TRY IT:
Pictures in the records are to be excluded from an otherwise exact copy.

DATA EXCERPTS:
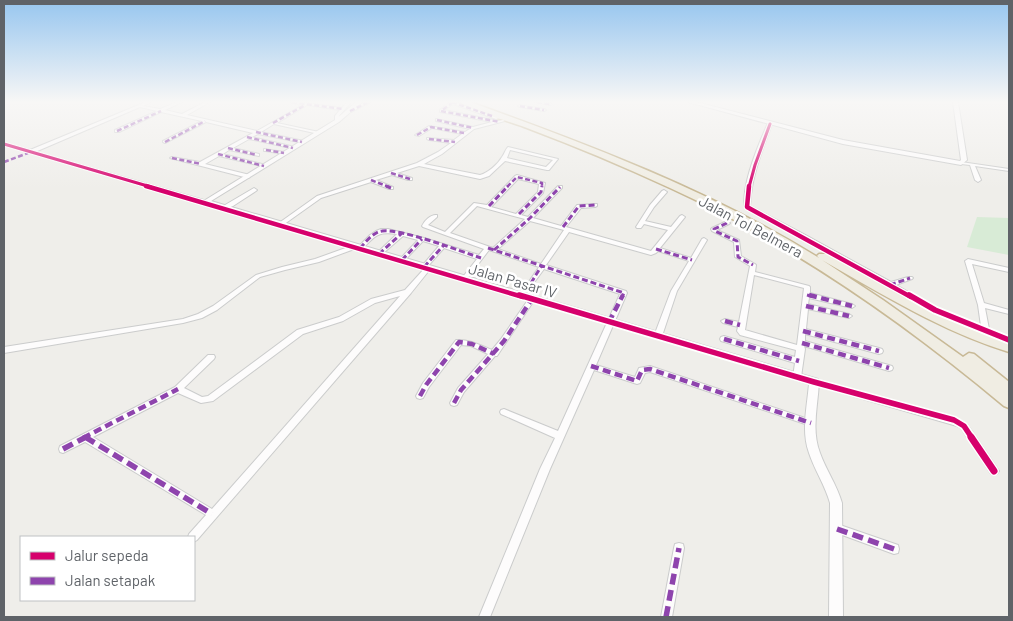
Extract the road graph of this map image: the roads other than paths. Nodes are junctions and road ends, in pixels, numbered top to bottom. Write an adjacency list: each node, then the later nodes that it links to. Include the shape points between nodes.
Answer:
1 (80, 131): 27 (street)
2 (186, 131): 20 (street)
3 (251, 131): 14 (street)
4 (308, 131): 15 (street)
5 (320, 131): 15 (street)
6 (424, 131): 17 (street)
7 (453, 131): 16 (street)
8 (468, 131): 16 (street)
9 (539, 131): 111 (highway, Jalan Tol Belmera, via 638,169 780,240 886,307)
10 (552, 131): 64 (highway, Jalan Tol Belmera, via 666,177)
11 (768, 131): 80 (street, via 748,192 747,208)
12 (799, 131): 33 (street)
13 (960, 131): 33 (street)
14 (256, 132): 18 (street); 21 (street)
15 (317, 133): 21 (street)
16 (464, 133): 22 (street)
17 (417, 135)
18 (247, 137): 24 (street); 25 (street)
19 (429, 138): 22 (street)
20 (165, 142)
21 (302, 142): 25 (street)
22 (455, 142): 35 (street)
23 (4, 144): 27 (street)
24 (228, 148): 29 (street); 30 (street)
25 (293, 148): 28 (street)
26 (266, 150): 28 (street)
27 (30, 152): 48 (street)
28 (284, 153): 37 (street)
29 (218, 154): 34 (street); 37 (street)
30 (257, 155)
31 (172, 158): 34 (street)
32 (504, 159): 32 (street, via 508,148 556,159 547,169); 35 (street, via 487,176 480,177)
33 (964, 163): 36 (street)
34 (201, 164): 40 (street)
35 (418, 164): 39 (street)
36 (972, 165): 38 (street); 43 (street)
37 (264, 166): 40 (street)
38 (1009, 170)
39 (392, 173): 41 (street); 42 (street)
40 (248, 176): 48 (street)
41 (410, 179)
42 (371, 180): 45 (street); 57 (street, via 319,197)
43 (978, 180)
44 (560, 187): 55 (street)
45 (391, 188)
46 (254, 190): 51 (street)
47 (664, 192): 59 (street, via 641,224)
48 (205, 202): 51 (street, Jalan Pasar IV)
49 (595, 205): 58 (street, via 579,206)
50 (489, 206): 52 (street); 52 (street, via 517,177 542,183 540,192); 61 (street, via 475,204)
51 (223, 208): 57 (street, Jalan Pasar IV)
52 (519, 214): 55 (street)
53 (436, 216): 61 (street, via 425,226)
54 (682, 217): 59 (street)
55 (530, 218): 58 (street); 67 (street)
56 (727, 222): 76 (street, via 714,229 737,241 737,256 753,265)
57 (281, 224): 66 (street, Jalan Pasar IV)
58 (566, 228): 68 (street, via 651,252); 73 (street)
59 (671, 229): 68 (street)
60 (401, 234): 62 (street); 66 (street, via 380,231); 69 (street)
61 (446, 234): 67 (street)
62 (422, 239): 65 (street); 71 (street)
63 (704, 240): 72 (street)
64 (797, 242): 98 (highway, via 923,311); 109 (highway, Jalan Tol Belmera, via 902,309)
65 (443, 246): 70 (street); 74 (street)
66 (358, 247): 69 (street, Jalan Pasar IV); 99 (street, via 258,276 215,308 183,321)
67 (491, 249): 70 (street); 73 (street)
68 (656, 249): 72 (street)
69 (379, 254): 71 (street, Jalan Pasar IV)
70 (481, 258): 78 (street)
71 (402, 260): 74 (street, Jalan Pasar IV)
72 (692, 260): 94 (street, via 674,291)
73 (542, 265): 79 (street); 90 (street, via 624,293)
74 (426, 267): 78 (street, Jalan Pasar IV); 81 (street)
75 (1009, 270): 84 (street, via 968,260)
76 (753, 273): 82 (street, via 805,285); 91 (street)
77 (910, 278): 80 (street)
78 (464, 279): 83 (street, Jalan Pasar IV)
79 (531, 284)
80 (890, 285): 93 (street)
81 (409, 291): 108 (street, via 373,301 341,319 300,332 210,399 201,400); 119 (street)
82 (807, 295): 85 (street); 86 (street)
83 (532, 299): 90 (street, Jalan Pasar IV); 101 (street)
84 (981, 305): 87 (street); 93 (street)
85 (806, 306): 88 (street); 92 (street)
86 (852, 306)
87 (1009, 312)
88 (848, 316)
89 (725, 321): 91 (street)
90 (609, 322): 94 (street, Jalan Pasar IV); 104 (street)
91 (740, 325): 97 (street, via 743,333)
92 (803, 331): 97 (street); 100 (street)
93 (986, 332): 96 (street)
94 (658, 336): 106 (street, Jalan Pasar IV)
95 (724, 339): 103 (street)
96 (1009, 340)
97 (801, 346): 103 (street); 105 (street)
98 (1009, 348)
99 (4, 350)
100 (880, 351)
101 (494, 354): 110 (street, via 459,342); 112 (street, via 461,390)
102 (211, 357): 108 (street)
103 (799, 360): 106 (street)
104 (591, 366): 114 (street, via 636,381 642,370 650,369); 116 (street)
105 (889, 368)
106 (797, 377): 107 (street, Jalan Pasar IV)
107 (814, 382): 114 (street); 118 (street, via 959,423)
108 (178, 389): 115 (street)
109 (1009, 390)
110 (420, 396)
111 (1009, 402)
112 (454, 403)
113 (504, 412): 116 (street)
114 (811, 423): 120 (street, via 814,454 834,490)
115 (85, 436): 117 (street); 119 (street)
116 (560, 436): 124 (street)
117 (64, 449)
118 (994, 471)
119 (212, 514): 121 (street)
120 (837, 529): 123 (street); 126 (street)
121 (195, 536)
122 (679, 548): 125 (street)
123 (894, 550)
124 (485, 617)
125 (666, 617)
126 (836, 617)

WRITTEN ANSWER:
Extract the road graph of this map image: the roads other than paths. Nodes are junctions and road ends, in pixels, numbered top to bottom. Write an adjacency list: each node, then the later nodes that it links to. Include the shape points between nodes.
Answer:
1 (80, 131): 27 (street)
2 (186, 131): 20 (street)
3 (251, 131): 14 (street)
4 (308, 131): 15 (street)
5 (320, 131): 15 (street)
6 (424, 131): 17 (street)
7 (453, 131): 16 (street)
8 (468, 131): 16 (street)
9 (539, 131): 111 (highway, Jalan Tol Belmera, via 638,169 780,240 886,307)
10 (552, 131): 64 (highway, Jalan Tol Belmera, via 666,177)
11 (768, 131): 80 (street, via 748,192 747,208)
12 (799, 131): 33 (street)
13 (960, 131): 33 (street)
14 (256, 132): 18 (street); 21 (street)
15 (317, 133): 21 (street)
16 (464, 133): 22 (street)
17 (417, 135)
18 (247, 137): 24 (street); 25 (street)
19 (429, 138): 22 (street)
20 (165, 142)
21 (302, 142): 25 (street)
22 (455, 142): 35 (street)
23 (4, 144): 27 (street)
24 (228, 148): 29 (street); 30 (street)
25 (293, 148): 28 (street)
26 (266, 150): 28 (street)
27 (30, 152): 48 (street)
28 (284, 153): 37 (street)
29 (218, 154): 34 (street); 37 (street)
30 (257, 155)
31 (172, 158): 34 (street)
32 (504, 159): 32 (street, via 508,148 556,159 547,169); 35 (street, via 487,176 480,177)
33 (964, 163): 36 (street)
34 (201, 164): 40 (street)
35 (418, 164): 39 (street)
36 (972, 165): 38 (street); 43 (street)
37 (264, 166): 40 (street)
38 (1009, 170)
39 (392, 173): 41 (street); 42 (street)
40 (248, 176): 48 (street)
41 (410, 179)
42 (371, 180): 45 (street); 57 (street, via 319,197)
43 (978, 180)
44 (560, 187): 55 (street)
45 (391, 188)
46 (254, 190): 51 (street)
47 (664, 192): 59 (street, via 641,224)
48 (205, 202): 51 (street, Jalan Pasar IV)
49 (595, 205): 58 (street, via 579,206)
50 (489, 206): 52 (street); 52 (street, via 517,177 542,183 540,192); 61 (street, via 475,204)
51 (223, 208): 57 (street, Jalan Pasar IV)
52 (519, 214): 55 (street)
53 (436, 216): 61 (street, via 425,226)
54 (682, 217): 59 (street)
55 (530, 218): 58 (street); 67 (street)
56 (727, 222): 76 (street, via 714,229 737,241 737,256 753,265)
57 (281, 224): 66 (street, Jalan Pasar IV)
58 (566, 228): 68 (street, via 651,252); 73 (street)
59 (671, 229): 68 (street)
60 (401, 234): 62 (street); 66 (street, via 380,231); 69 (street)
61 (446, 234): 67 (street)
62 (422, 239): 65 (street); 71 (street)
63 (704, 240): 72 (street)
64 (797, 242): 98 (highway, via 923,311); 109 (highway, Jalan Tol Belmera, via 902,309)
65 (443, 246): 70 (street); 74 (street)
66 (358, 247): 69 (street, Jalan Pasar IV); 99 (street, via 258,276 215,308 183,321)
67 (491, 249): 70 (street); 73 (street)
68 (656, 249): 72 (street)
69 (379, 254): 71 (street, Jalan Pasar IV)
70 (481, 258): 78 (street)
71 (402, 260): 74 (street, Jalan Pasar IV)
72 (692, 260): 94 (street, via 674,291)
73 (542, 265): 79 (street); 90 (street, via 624,293)
74 (426, 267): 78 (street, Jalan Pasar IV); 81 (street)
75 (1009, 270): 84 (street, via 968,260)
76 (753, 273): 82 (street, via 805,285); 91 (street)
77 (910, 278): 80 (street)
78 (464, 279): 83 (street, Jalan Pasar IV)
79 (531, 284)
80 (890, 285): 93 (street)
81 (409, 291): 108 (street, via 373,301 341,319 300,332 210,399 201,400); 119 (street)
82 (807, 295): 85 (street); 86 (street)
83 (532, 299): 90 (street, Jalan Pasar IV); 101 (street)
84 (981, 305): 87 (street); 93 (street)
85 (806, 306): 88 (street); 92 (street)
86 (852, 306)
87 (1009, 312)
88 (848, 316)
89 (725, 321): 91 (street)
90 (609, 322): 94 (street, Jalan Pasar IV); 104 (street)
91 (740, 325): 97 (street, via 743,333)
92 (803, 331): 97 (street); 100 (street)
93 (986, 332): 96 (street)
94 (658, 336): 106 (street, Jalan Pasar IV)
95 (724, 339): 103 (street)
96 (1009, 340)
97 (801, 346): 103 (street); 105 (street)
98 (1009, 348)
99 (4, 350)
100 (880, 351)
101 (494, 354): 110 (street, via 459,342); 112 (street, via 461,390)
102 (211, 357): 108 (street)
103 (799, 360): 106 (street)
104 (591, 366): 114 (street, via 636,381 642,370 650,369); 116 (street)
105 (889, 368)
106 (797, 377): 107 (street, Jalan Pasar IV)
107 (814, 382): 114 (street); 118 (street, via 959,423)
108 (178, 389): 115 (street)
109 (1009, 390)
110 (420, 396)
111 (1009, 402)
112 (454, 403)
113 (504, 412): 116 (street)
114 (811, 423): 120 (street, via 814,454 834,490)
115 (85, 436): 117 (street); 119 (street)
116 (560, 436): 124 (street)
117 (64, 449)
118 (994, 471)
119 (212, 514): 121 (street)
120 (837, 529): 123 (street); 126 (street)
121 (195, 536)
122 (679, 548): 125 (street)
123 (894, 550)
124 (485, 617)
125 (666, 617)
126 (836, 617)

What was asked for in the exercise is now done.